Pass variables to mapper and reducer in Hadoop (old api)

I am not an expert in Hadoop and I have the following problem. I have a job that have to run on a cluster with Hadoop version 0.20.2.
When I start the job I specify some parameters. Two of that I want to pass to mapper and reduce class becase I need it.
I try different solution and now my code looks like this:
package bigdata;
import java.io.IOException;
import java.util.ArrayList;
import java.util.HashMap;
import java.util.TreeMap;
import org.apache.commons.math3.stat.regression.SimpleRegression;
import org.apache.hadoop.conf.Configuration;
import org.apache.hadoop.conf.Configured;
import org.apache.hadoop.fs.Path;
import org.apache.hadoop.io.LongWritable;
import org.apache.hadoop.io.Text;
import org.apache.hadoop.io.IntWritable;
import org.apache.hadoop.mapred.JobConf;
import org.apache.hadoop.mapred.JobConfigurable;
import org.apache.hadoop.mapreduce.Job;
import org.apache.hadoop.mapreduce.Mapper;
import org.apache.hadoop.mapreduce.Reducer;
import org.apache.hadoop.mapreduce.lib.input.TextInputFormat;
import org.apache.hadoop.mapreduce.lib.output.TextOutputFormat;
import org.apache.hadoop.util.Tool;
import org.apache.hadoop.util.ToolRunner;
import com.vividsolutions.jts.geom.Geometry;
import com.vividsolutions.jts.io.ParseException;
import com.vividsolutions.jts.io.WKTReader;
public class BoxCount extends Configured implements Tool{
private static String mbr;
private static double cs;
public static class Map extends Mapper<LongWritable, Text, IntWritable, Text> implements JobConfigurable
{
public void configure(JobConf job) {
mbr = job.get(mbr);
cs = job.getDouble("cellSide", 0.1);
}
protected void setup(Context context)
throws IOException, InterruptedException {
// metodo in cui leggere l'MBR passato come parametro
System.out.println("mbr: " + mbr + "\ncs: " + cs);
// ...
}
public void map(LongWritable key, Text value, Context context)
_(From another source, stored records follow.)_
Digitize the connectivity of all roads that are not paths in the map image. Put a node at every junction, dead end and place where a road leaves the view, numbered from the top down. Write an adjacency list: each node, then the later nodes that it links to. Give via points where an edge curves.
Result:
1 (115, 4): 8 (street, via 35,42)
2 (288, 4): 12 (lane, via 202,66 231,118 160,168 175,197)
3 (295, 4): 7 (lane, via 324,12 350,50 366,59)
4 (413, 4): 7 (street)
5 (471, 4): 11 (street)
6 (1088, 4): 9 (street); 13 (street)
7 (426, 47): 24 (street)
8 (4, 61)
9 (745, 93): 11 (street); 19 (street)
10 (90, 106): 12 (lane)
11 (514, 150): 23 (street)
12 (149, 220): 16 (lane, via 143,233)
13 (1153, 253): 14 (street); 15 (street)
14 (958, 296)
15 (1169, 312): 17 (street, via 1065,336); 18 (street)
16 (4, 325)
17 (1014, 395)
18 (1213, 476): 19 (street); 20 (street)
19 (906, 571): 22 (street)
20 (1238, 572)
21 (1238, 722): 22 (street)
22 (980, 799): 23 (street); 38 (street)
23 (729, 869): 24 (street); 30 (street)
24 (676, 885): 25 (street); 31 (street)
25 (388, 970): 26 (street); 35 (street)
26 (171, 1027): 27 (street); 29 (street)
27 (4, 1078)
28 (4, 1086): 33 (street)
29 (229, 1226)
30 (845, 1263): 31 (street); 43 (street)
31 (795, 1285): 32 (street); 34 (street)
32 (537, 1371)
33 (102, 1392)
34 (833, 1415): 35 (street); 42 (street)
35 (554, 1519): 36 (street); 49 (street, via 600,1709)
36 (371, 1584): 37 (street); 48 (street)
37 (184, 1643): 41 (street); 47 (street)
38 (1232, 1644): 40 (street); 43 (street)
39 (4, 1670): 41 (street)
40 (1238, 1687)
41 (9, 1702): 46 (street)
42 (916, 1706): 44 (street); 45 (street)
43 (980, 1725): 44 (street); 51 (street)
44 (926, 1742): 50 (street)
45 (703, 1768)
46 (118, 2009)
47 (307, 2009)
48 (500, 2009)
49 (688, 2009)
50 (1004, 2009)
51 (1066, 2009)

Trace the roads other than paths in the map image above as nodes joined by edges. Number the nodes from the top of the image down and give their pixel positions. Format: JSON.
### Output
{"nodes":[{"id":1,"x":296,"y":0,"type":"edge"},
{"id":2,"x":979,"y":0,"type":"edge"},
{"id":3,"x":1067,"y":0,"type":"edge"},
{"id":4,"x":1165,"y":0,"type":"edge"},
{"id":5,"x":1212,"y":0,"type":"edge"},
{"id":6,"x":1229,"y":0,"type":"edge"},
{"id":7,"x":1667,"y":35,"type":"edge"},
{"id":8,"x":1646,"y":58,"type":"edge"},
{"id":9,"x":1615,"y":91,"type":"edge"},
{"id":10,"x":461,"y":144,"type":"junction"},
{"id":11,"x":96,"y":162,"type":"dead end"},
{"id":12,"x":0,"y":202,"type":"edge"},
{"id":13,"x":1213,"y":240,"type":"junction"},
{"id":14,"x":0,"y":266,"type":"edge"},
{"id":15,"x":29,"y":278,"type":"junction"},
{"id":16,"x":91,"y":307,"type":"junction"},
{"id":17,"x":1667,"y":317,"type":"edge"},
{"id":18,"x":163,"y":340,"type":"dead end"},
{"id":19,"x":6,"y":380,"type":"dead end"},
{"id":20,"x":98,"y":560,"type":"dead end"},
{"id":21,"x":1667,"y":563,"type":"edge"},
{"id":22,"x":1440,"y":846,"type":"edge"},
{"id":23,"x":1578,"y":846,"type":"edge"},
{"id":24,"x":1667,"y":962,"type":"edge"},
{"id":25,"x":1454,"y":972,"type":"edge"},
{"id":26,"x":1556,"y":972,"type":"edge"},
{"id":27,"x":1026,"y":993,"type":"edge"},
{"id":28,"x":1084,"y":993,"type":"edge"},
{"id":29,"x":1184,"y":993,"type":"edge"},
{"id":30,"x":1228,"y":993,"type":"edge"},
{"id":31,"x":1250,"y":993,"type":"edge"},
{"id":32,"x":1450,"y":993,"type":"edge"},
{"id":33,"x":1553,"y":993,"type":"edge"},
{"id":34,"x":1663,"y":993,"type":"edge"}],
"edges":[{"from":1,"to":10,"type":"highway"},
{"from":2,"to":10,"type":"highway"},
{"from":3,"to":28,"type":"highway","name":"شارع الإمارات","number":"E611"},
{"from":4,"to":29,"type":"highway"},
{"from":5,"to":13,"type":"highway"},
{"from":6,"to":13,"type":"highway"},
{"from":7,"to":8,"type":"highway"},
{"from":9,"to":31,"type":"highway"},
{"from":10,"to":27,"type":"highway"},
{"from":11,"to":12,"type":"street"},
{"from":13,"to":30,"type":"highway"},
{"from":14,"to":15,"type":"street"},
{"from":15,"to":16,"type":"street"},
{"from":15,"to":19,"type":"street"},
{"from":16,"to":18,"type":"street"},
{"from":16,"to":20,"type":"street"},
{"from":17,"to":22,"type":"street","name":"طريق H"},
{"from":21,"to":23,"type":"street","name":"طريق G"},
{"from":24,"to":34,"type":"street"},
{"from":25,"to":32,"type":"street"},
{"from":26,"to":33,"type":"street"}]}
throws IOException, InterruptedException {
// some code here
}
protected void cleanup(Context context) throws IOException, InterruptedException
{
// other code
}
}
public static class Reduce extends Reducer<IntWritable,Text,IntWritable,IntWritable>implements JobConfigurable
{
private static String mbr;
private static double cs;
public void configure(JobConf job) {
mbr = job.get(mbr);
cs = job.getDouble("cellSide", 0.1);
}
protected void setup(Context context) throws IOException, InterruptedException
{
System.out.println("mbr: " + mbr + " cs: " + cs);
}
public void reduce(IntWritable key, Iterable<Text> values, Context context)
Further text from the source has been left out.